**The problem**.
Copy every entry below verbatim, except for images.

**Data shown**.
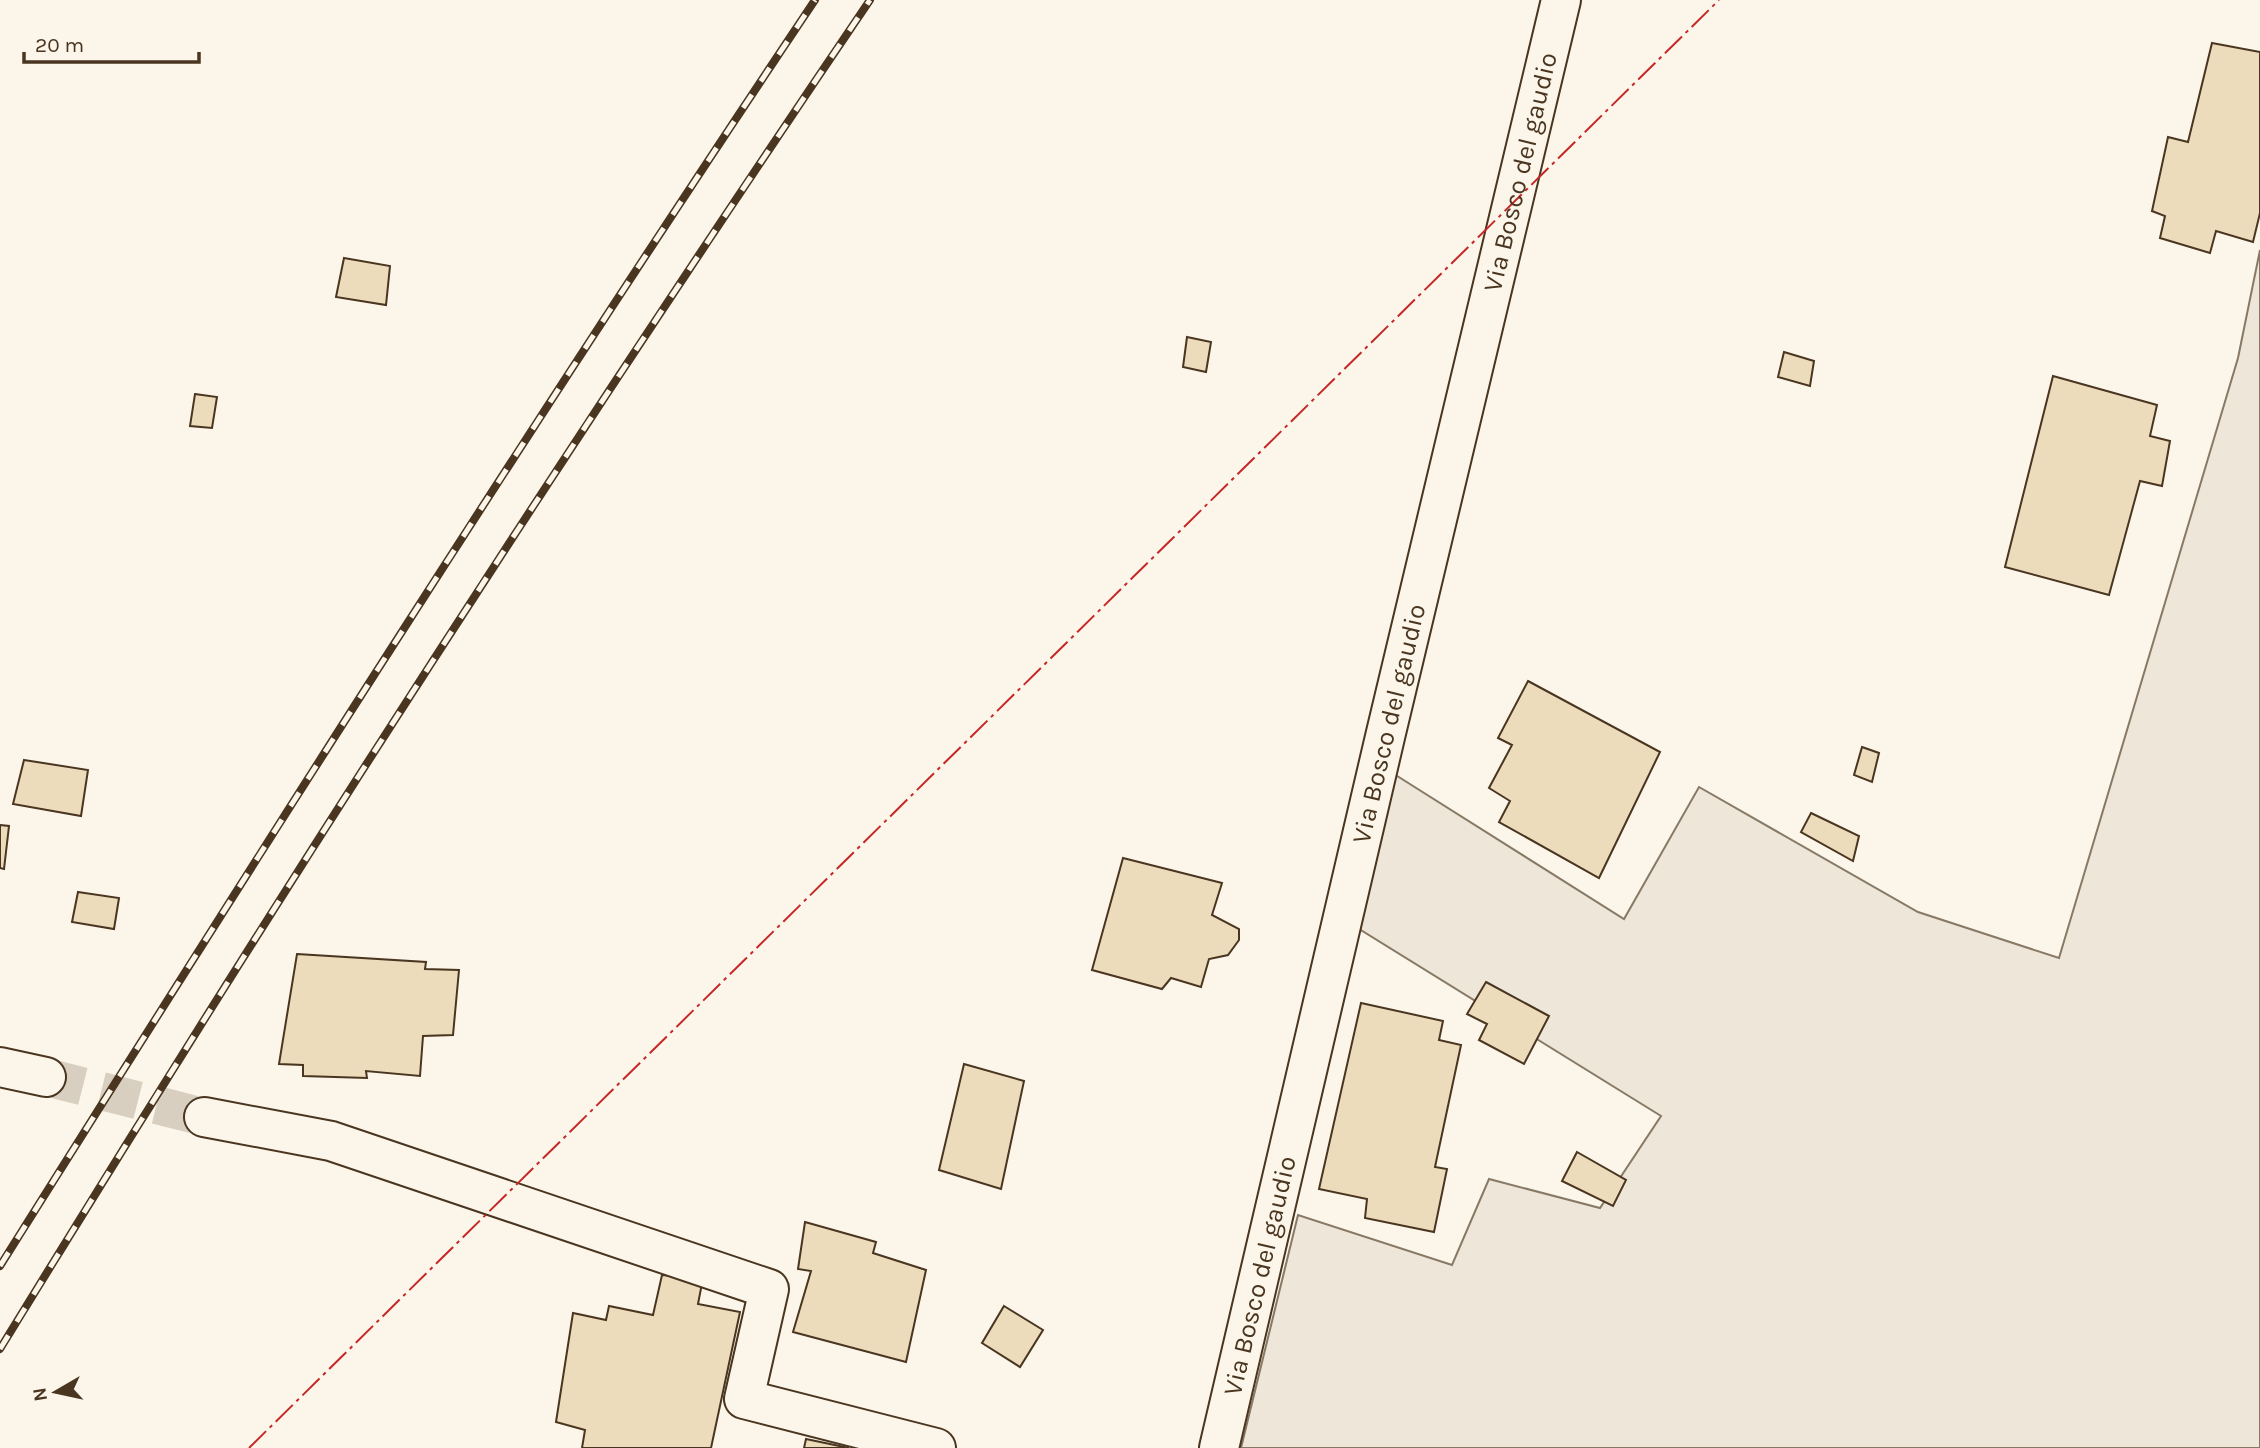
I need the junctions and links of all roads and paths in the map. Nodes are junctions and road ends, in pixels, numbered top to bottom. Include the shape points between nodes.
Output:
1 (1561, 0) edge
2 (0, 1067) edge
3 (46, 1077) tunnel mouth
4 (204, 1116) tunnel mouth
5 (936, 1448) edge
6 (1219, 1448) edge

1 - 6 street, Via Bosco del gaudio
2 - 3 street
4 - 5 street via 331,1141 769,1289 744,1399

**Your solution**.
I need the junctions and links of all roads and paths in the map. Nodes are junctions and road ends, in pixels, numbered top to bottom. Include the shape points between nodes.
Output:
1 (1561, 0) edge
2 (0, 1067) edge
3 (46, 1077) tunnel mouth
4 (204, 1116) tunnel mouth
5 (936, 1448) edge
6 (1219, 1448) edge

1 - 6 street, Via Bosco del gaudio
2 - 3 street
4 - 5 street via 331,1141 769,1289 744,1399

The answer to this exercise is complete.